Roma e Juve scelgono il Frecciarossa. A Montezemolo resta la Fiorentina

La battaglia dell'alta velocità sfreccia pure sui campi di calcio. Da qualche anno i club hanno rotto gli indugi, scegliendo il treno per trasferte solitamente affrontate in pullman o aereo. Costi...

La battaglia dell’alta velocità sfreccia pure sui campi di calcio. Da qualche anno i club hanno rotto gli indugi, scegliendo il treno per trasferte solitamente affrontate in pullman o aereo. Costi, tempi e nuove tecnologie impongono cambiamenti. Capita così di vedere calciatori e staff tecnici pascolare tra i binari delle stazioni di Roma, Napoli, Firenze e Milano. Scortati dalla PolFer, presi d’assalto dai tifosi. Qualche mese fa, su Youtube, LaFrecciaTV documentava una trasferta del Milan a bordo del Frecciarossa, con tanto di interviste ad Allegri e Galliani. Nei giorni scorsi la Nazionale di calcio ha viaggiato su due vagoni riservati a bordo di un treno alta velocità tra Firenze e Milano.

Quest’anno la pratica è stata messa nero su bianco: Roma e Juventus (ma nelle ultime ore anche il Milan) hanno siglato un accordo con Trenitalia per l’utilizzo del Frecciarossa come “treno ufficiale” per la stagione 2012-2013. In ambo i casi l’intesa prevede per le Ferrovie diritti di visibilità allo stadio e sui siti internet dei club.

Nei comunicati si legge che “dalla partnership è previsto lo sviluppo di importanti sinergie e iniziative di comarketing”. L’alleanza consentirà di offrire ai tifosi “possibili agevolazioni di viaggio, attualmente allo studio”. Sconti e promozioni sul prezzo dei ticket, per farla breve. Resta da capire per chi (abbonati, tesserati?) e soprattutto per quali tipologie di treni: se i costosi Frecciarossa e Frecciargento, o i soliti Intercity e Regionali.

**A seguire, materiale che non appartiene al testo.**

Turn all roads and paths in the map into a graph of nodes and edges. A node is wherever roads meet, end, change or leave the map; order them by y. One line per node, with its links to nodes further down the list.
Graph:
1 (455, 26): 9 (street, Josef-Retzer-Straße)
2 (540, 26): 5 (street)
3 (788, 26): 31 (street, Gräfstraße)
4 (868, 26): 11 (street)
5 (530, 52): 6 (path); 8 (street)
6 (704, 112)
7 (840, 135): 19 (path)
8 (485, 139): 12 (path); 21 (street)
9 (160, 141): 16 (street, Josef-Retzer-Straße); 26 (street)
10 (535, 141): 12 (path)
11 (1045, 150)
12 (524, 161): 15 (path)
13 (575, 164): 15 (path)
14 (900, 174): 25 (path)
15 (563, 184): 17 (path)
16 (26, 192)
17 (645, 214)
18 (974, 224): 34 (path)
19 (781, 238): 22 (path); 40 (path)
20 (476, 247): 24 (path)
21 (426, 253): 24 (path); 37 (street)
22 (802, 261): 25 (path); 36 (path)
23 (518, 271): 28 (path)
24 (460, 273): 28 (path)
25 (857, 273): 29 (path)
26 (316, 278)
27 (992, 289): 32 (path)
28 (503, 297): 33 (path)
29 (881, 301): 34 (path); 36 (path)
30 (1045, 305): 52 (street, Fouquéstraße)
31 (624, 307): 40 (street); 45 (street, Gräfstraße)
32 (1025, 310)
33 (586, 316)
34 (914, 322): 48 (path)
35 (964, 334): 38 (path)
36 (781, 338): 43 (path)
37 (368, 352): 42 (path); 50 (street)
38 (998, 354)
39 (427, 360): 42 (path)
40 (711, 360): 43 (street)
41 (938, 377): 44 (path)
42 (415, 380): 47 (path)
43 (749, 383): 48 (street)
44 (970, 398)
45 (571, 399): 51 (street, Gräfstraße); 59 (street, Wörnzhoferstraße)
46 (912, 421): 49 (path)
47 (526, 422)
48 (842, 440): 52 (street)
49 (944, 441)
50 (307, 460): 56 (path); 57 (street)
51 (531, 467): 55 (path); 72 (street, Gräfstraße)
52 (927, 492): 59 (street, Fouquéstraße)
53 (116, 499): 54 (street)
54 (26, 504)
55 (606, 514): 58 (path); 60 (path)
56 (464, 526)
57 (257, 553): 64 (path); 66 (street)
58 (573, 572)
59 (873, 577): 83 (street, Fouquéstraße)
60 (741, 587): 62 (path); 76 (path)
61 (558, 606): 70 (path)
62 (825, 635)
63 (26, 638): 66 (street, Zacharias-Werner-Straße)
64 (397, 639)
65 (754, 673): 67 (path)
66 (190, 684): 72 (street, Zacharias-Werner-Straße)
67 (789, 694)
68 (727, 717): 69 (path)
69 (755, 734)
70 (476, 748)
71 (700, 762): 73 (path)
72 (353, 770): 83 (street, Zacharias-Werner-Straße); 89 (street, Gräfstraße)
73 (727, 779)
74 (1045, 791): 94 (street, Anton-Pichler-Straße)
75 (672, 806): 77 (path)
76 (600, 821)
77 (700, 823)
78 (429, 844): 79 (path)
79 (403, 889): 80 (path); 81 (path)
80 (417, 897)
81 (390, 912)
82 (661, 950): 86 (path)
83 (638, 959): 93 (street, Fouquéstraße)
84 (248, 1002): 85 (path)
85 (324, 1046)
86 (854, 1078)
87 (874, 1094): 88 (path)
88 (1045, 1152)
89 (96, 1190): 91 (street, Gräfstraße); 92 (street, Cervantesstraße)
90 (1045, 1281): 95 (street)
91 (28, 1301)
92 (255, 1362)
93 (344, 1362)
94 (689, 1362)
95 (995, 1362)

Intanto balza all’occhio la scelta dei club, Juve in primis, caduta su Trenitalia invece che su Ntv. Stupisce non vedere i bianconeri a bordo di Italo, magari accompagnati nel viaggio inaugurale da Luca Cordero di Montezemolo, presidente della Ferrari (gruppo Fiat) nonché amico di lunga data della famiglia Agnelli.

A Torino è arrivata prima Trenitalia e qualcuno già evoca la recentissima guerra tra Della Valle (azionista Ntv al 33,5%) e Marchionne sul caso Fiat. Un motivo in più perché Italo possa chiedere asilo a Firenze dove Jovetic e compagni hanno già fatto uso del nuovo treno per la partita a San Siro contro l’Inter. Una partnership coi viola sarebbe ben accetta da entrambe le parti andando a rinfocolare la rivalità Juventus-Fiorentina, quindi Frecciarossa-Italo.